# [TASK OBJECTIVE]
In the data below, how many lines include the word "Berkley"? Give only the number.

──────────

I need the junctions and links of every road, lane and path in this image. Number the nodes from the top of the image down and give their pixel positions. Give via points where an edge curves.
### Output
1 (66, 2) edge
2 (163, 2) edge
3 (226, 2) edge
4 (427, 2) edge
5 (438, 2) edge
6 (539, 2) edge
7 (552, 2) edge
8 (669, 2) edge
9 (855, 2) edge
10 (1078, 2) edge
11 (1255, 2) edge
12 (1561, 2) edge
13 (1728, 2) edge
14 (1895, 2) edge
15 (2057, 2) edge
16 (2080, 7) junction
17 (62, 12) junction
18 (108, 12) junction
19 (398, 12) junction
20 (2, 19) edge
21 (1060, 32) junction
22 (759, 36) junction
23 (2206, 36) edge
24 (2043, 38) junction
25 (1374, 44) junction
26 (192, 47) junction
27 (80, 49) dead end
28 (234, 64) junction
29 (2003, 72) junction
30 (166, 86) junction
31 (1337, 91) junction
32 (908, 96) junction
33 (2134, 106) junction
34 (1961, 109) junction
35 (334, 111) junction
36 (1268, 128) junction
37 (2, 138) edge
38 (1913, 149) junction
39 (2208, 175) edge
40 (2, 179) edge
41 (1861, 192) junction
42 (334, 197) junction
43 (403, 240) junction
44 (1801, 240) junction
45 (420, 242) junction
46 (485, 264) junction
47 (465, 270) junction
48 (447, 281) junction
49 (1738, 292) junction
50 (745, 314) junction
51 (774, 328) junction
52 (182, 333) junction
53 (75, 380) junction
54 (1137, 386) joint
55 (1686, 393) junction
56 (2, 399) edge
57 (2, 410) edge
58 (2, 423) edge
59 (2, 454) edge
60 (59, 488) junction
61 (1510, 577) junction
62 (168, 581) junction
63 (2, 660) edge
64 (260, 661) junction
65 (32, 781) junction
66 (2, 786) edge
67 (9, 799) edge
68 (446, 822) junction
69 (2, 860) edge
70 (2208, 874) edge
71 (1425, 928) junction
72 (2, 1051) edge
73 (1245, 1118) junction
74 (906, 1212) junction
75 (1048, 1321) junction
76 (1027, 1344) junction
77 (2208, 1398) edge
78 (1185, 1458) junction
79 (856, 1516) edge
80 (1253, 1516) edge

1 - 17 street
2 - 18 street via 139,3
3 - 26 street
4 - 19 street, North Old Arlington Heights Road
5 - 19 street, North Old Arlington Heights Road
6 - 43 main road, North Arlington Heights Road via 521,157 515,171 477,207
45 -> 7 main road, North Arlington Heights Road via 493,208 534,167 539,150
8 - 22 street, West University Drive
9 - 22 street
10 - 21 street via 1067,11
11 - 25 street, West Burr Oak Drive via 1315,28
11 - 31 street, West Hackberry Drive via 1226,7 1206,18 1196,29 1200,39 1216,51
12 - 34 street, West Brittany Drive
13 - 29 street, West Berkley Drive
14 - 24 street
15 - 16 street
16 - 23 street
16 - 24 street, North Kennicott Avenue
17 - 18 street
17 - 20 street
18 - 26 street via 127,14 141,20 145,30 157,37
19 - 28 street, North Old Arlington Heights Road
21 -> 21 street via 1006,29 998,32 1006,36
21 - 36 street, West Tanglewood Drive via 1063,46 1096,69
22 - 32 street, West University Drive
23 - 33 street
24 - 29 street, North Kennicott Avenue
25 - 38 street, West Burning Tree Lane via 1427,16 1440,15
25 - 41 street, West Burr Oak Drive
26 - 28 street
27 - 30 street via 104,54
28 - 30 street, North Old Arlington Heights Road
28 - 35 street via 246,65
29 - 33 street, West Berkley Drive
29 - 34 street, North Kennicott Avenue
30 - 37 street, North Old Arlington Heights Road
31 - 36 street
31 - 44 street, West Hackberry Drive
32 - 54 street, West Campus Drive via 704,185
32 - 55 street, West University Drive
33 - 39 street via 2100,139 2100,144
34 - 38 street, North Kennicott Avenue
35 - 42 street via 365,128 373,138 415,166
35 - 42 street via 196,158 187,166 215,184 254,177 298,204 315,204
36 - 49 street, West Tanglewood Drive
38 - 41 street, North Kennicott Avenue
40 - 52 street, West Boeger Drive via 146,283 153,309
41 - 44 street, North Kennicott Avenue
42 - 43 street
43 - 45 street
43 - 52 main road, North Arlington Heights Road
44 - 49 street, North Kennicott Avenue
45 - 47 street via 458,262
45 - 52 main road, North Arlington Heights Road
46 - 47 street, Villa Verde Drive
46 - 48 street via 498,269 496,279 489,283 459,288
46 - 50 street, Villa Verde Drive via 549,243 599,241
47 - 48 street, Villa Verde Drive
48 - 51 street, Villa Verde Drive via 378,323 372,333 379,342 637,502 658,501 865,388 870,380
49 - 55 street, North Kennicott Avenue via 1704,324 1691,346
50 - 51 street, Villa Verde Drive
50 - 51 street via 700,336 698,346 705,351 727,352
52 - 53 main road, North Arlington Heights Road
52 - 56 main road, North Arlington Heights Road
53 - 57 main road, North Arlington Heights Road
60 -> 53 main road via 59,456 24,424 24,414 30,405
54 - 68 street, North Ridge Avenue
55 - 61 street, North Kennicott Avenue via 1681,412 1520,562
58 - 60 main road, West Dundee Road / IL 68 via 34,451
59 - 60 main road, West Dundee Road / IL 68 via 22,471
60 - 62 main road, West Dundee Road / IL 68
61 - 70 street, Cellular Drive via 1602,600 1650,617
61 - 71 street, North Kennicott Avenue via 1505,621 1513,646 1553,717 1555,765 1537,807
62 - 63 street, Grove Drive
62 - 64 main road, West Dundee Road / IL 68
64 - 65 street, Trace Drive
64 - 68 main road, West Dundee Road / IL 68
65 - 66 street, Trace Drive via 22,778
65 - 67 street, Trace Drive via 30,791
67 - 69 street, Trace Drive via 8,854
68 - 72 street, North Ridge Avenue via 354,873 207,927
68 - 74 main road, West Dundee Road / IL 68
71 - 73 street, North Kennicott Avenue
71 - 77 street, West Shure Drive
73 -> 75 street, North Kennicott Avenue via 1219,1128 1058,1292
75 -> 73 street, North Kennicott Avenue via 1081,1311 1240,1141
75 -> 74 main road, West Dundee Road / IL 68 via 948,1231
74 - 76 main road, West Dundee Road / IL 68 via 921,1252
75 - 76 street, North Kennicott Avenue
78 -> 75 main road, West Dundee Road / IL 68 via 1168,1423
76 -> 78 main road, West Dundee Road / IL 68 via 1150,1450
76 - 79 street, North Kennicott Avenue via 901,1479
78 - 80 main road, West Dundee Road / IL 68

──────────

# [TASK SOLUTION]
2